EXERCISE OBJECTIVE:
Where the data below contains pictures, omit them; output the rest word for word.

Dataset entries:

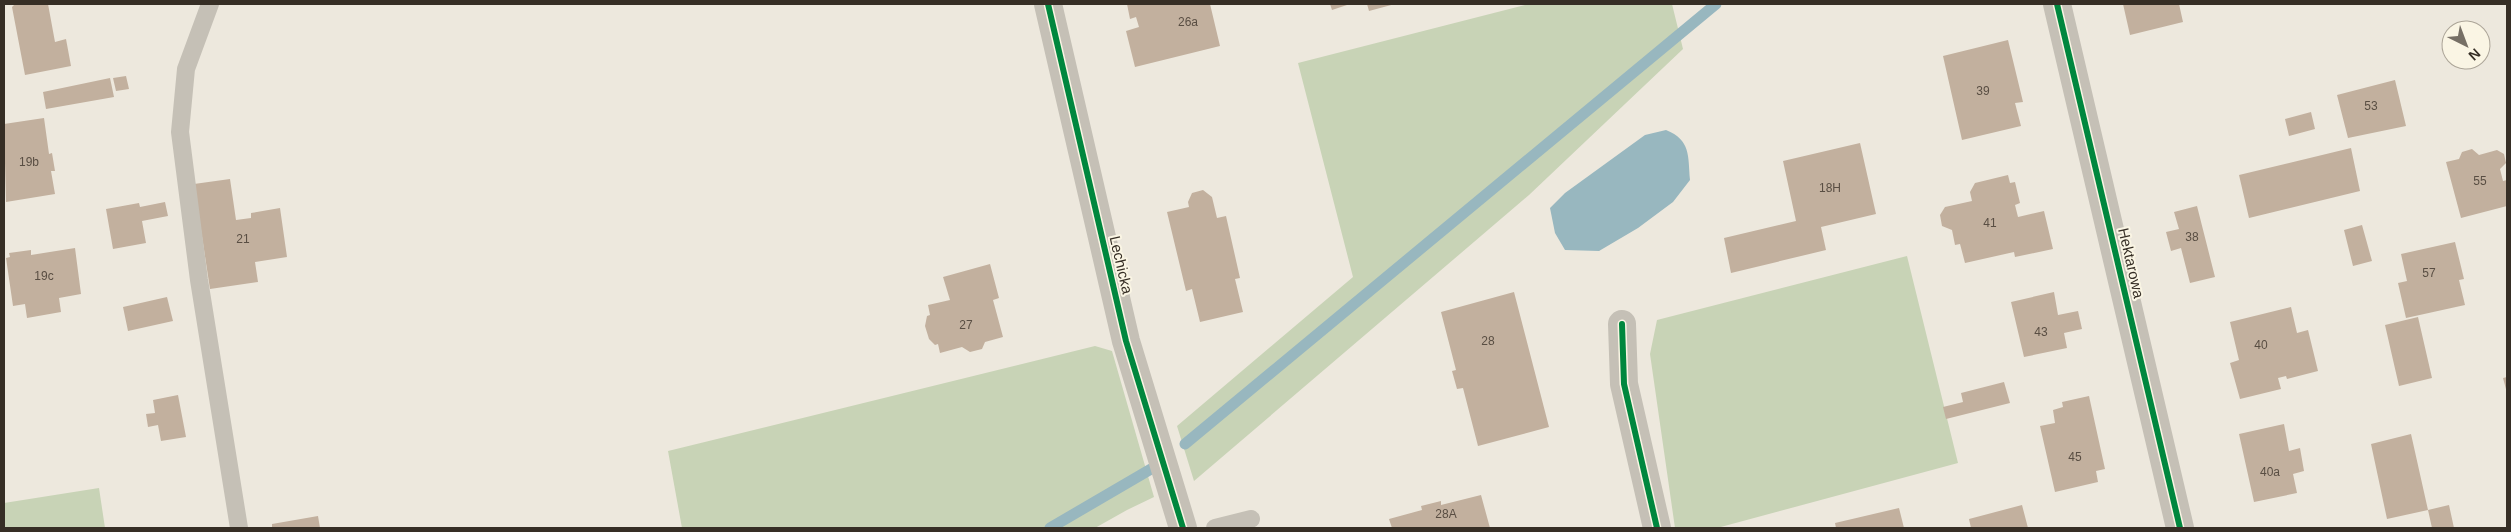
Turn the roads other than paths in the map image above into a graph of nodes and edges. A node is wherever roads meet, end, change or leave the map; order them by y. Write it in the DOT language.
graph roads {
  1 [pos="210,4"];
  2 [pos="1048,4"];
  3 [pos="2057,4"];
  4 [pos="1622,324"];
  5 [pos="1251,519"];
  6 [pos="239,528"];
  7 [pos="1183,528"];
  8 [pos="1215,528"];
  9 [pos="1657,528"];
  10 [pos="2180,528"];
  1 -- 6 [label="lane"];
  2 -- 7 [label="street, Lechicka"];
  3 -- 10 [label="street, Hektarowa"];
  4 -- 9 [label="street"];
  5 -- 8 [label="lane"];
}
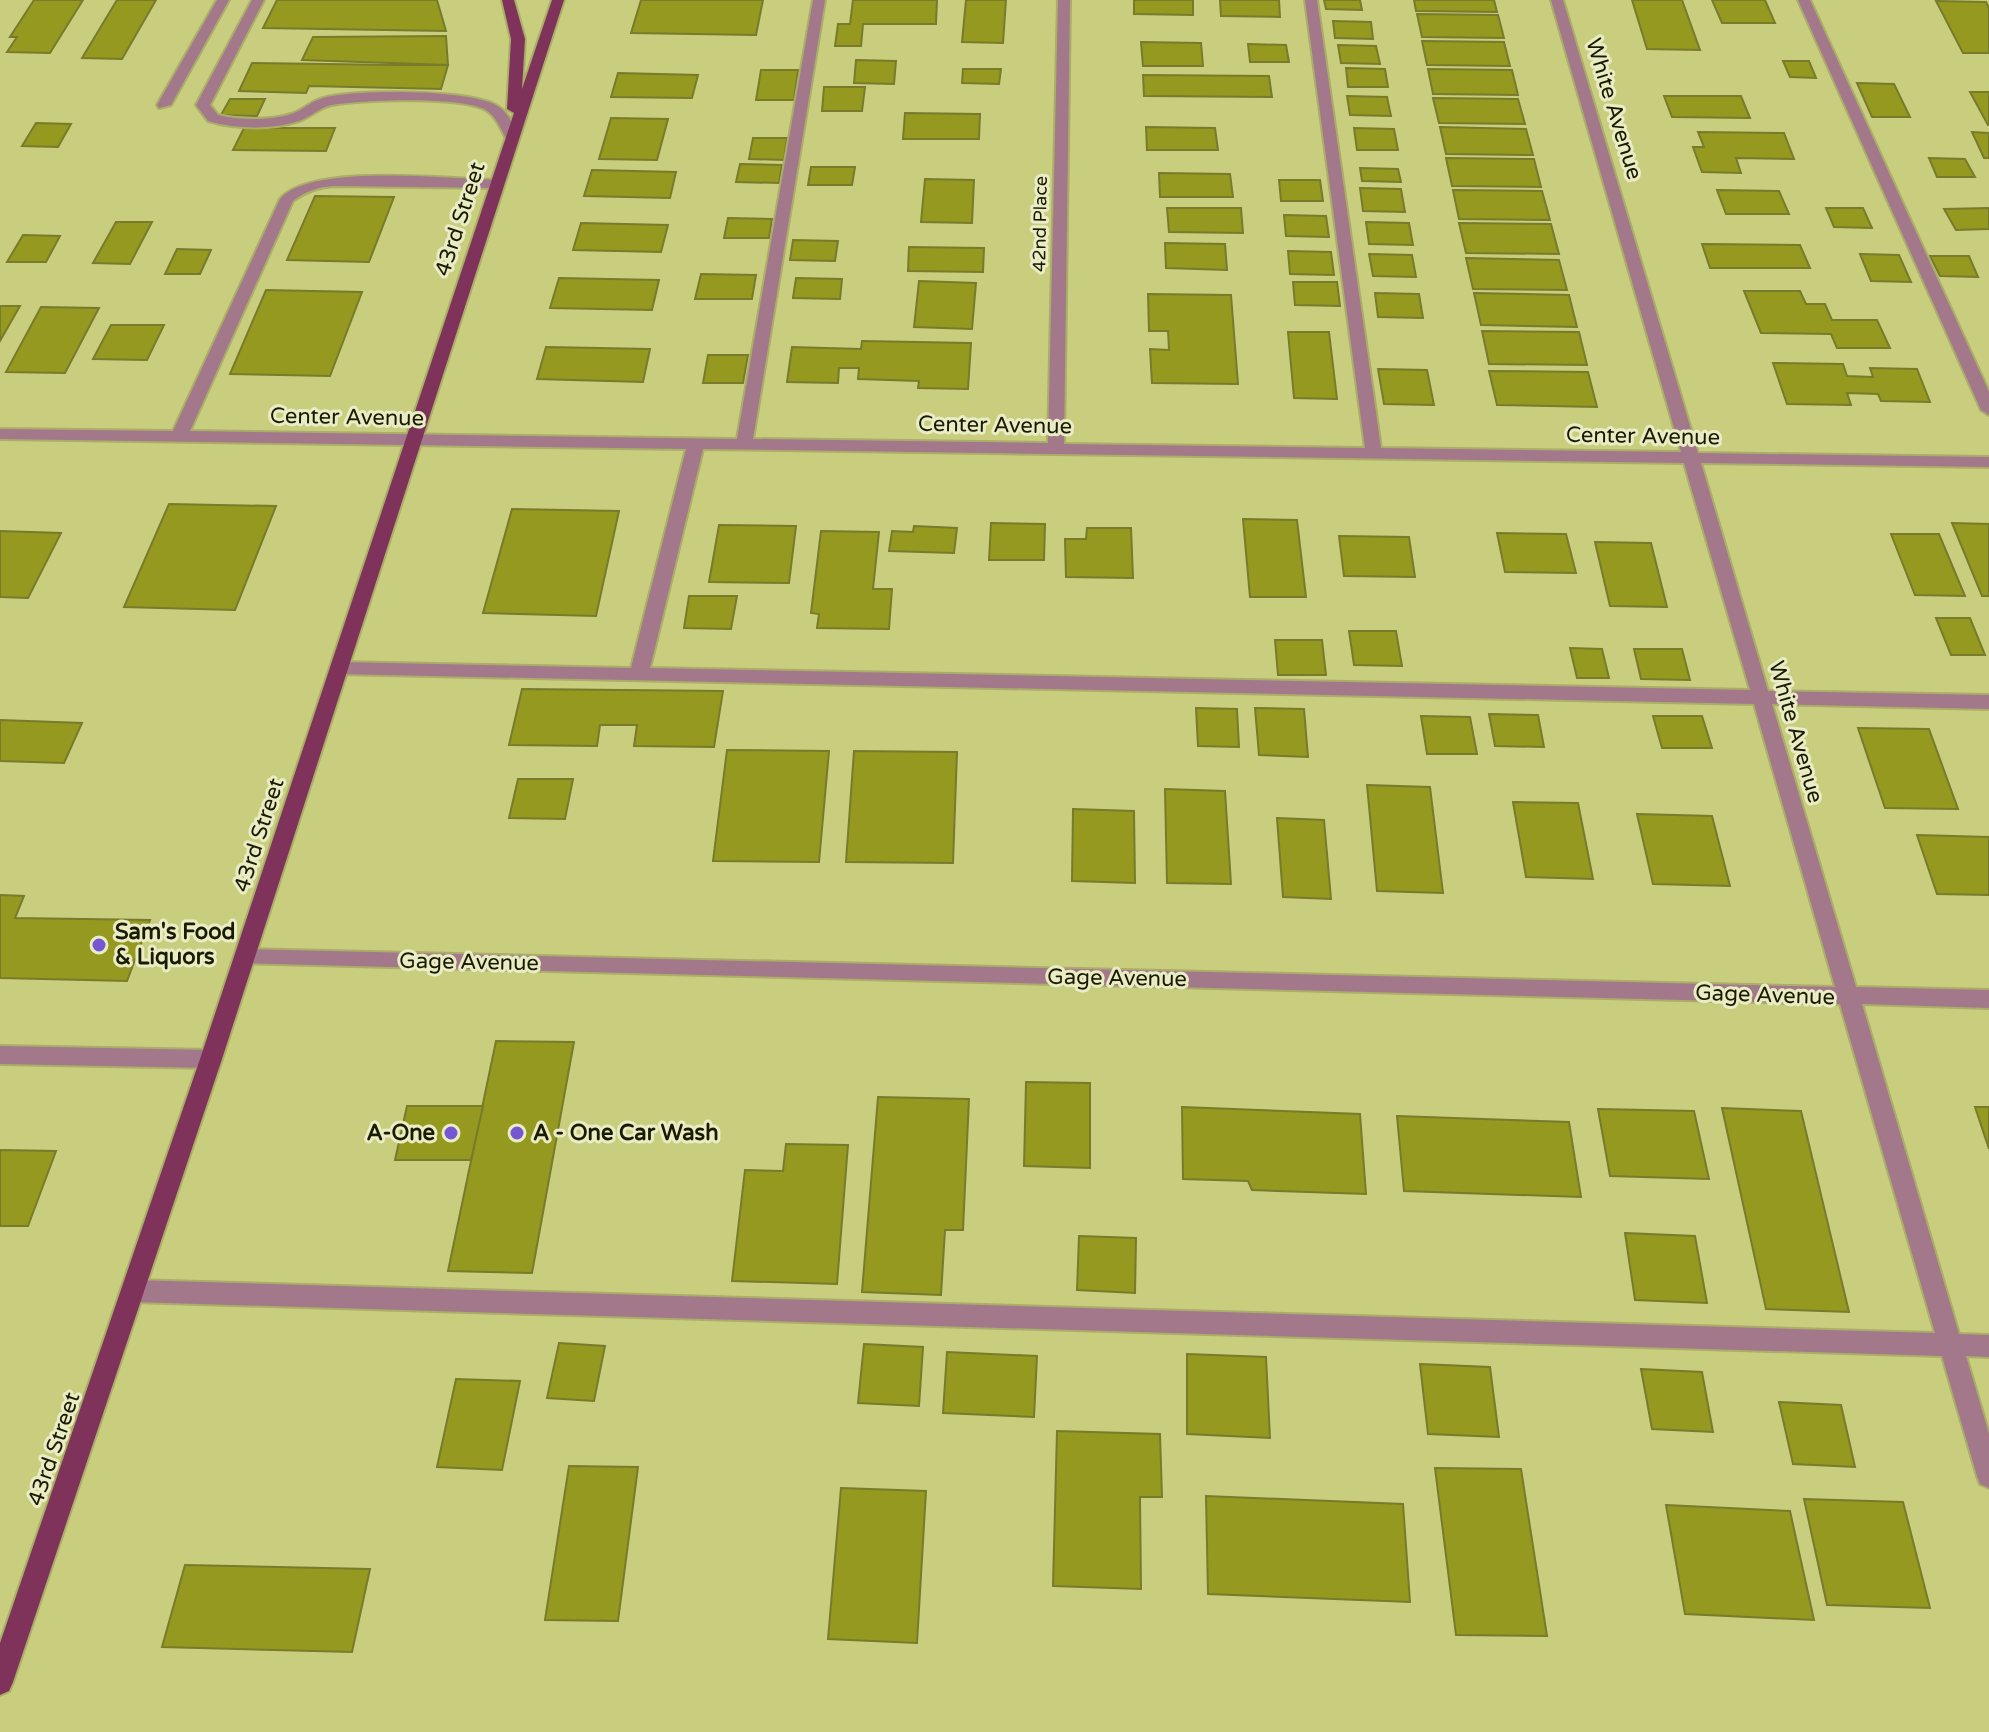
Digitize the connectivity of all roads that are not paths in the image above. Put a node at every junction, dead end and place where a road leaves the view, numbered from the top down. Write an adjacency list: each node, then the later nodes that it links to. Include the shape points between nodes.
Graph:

ANSWER TO THIS EXERCISE:
Turn the roads other than paths in the map image above into a graph of nodes and edges. A node is wherever roads meet, end, change or leave the map; order them by y. Write it in the DOT language.
graph roads {
  1 [pos="210,4"];
  2 [pos="1048,4"];
  3 [pos="2057,4"];
  4 [pos="1622,324"];
  5 [pos="1251,519"];
  6 [pos="239,528"];
  7 [pos="1183,528"];
  8 [pos="1215,528"];
  9 [pos="1657,528"];
  10 [pos="2180,528"];
  1 -- 6 [label="lane"];
  2 -- 7 [label="street, Lechicka"];
  3 -- 10 [label="street, Hektarowa"];
  4 -- 9 [label="street"];
  5 -- 8 [label="lane"];
}
Digitize the connectivity of all roads that are not paths in the image above. Put a node at every junction, dead end and place where a road leaves the view, numbered from the top down. Write an adjacency list: each node, then the later nodes that it links to. Include the shape points between nodes.
Graph:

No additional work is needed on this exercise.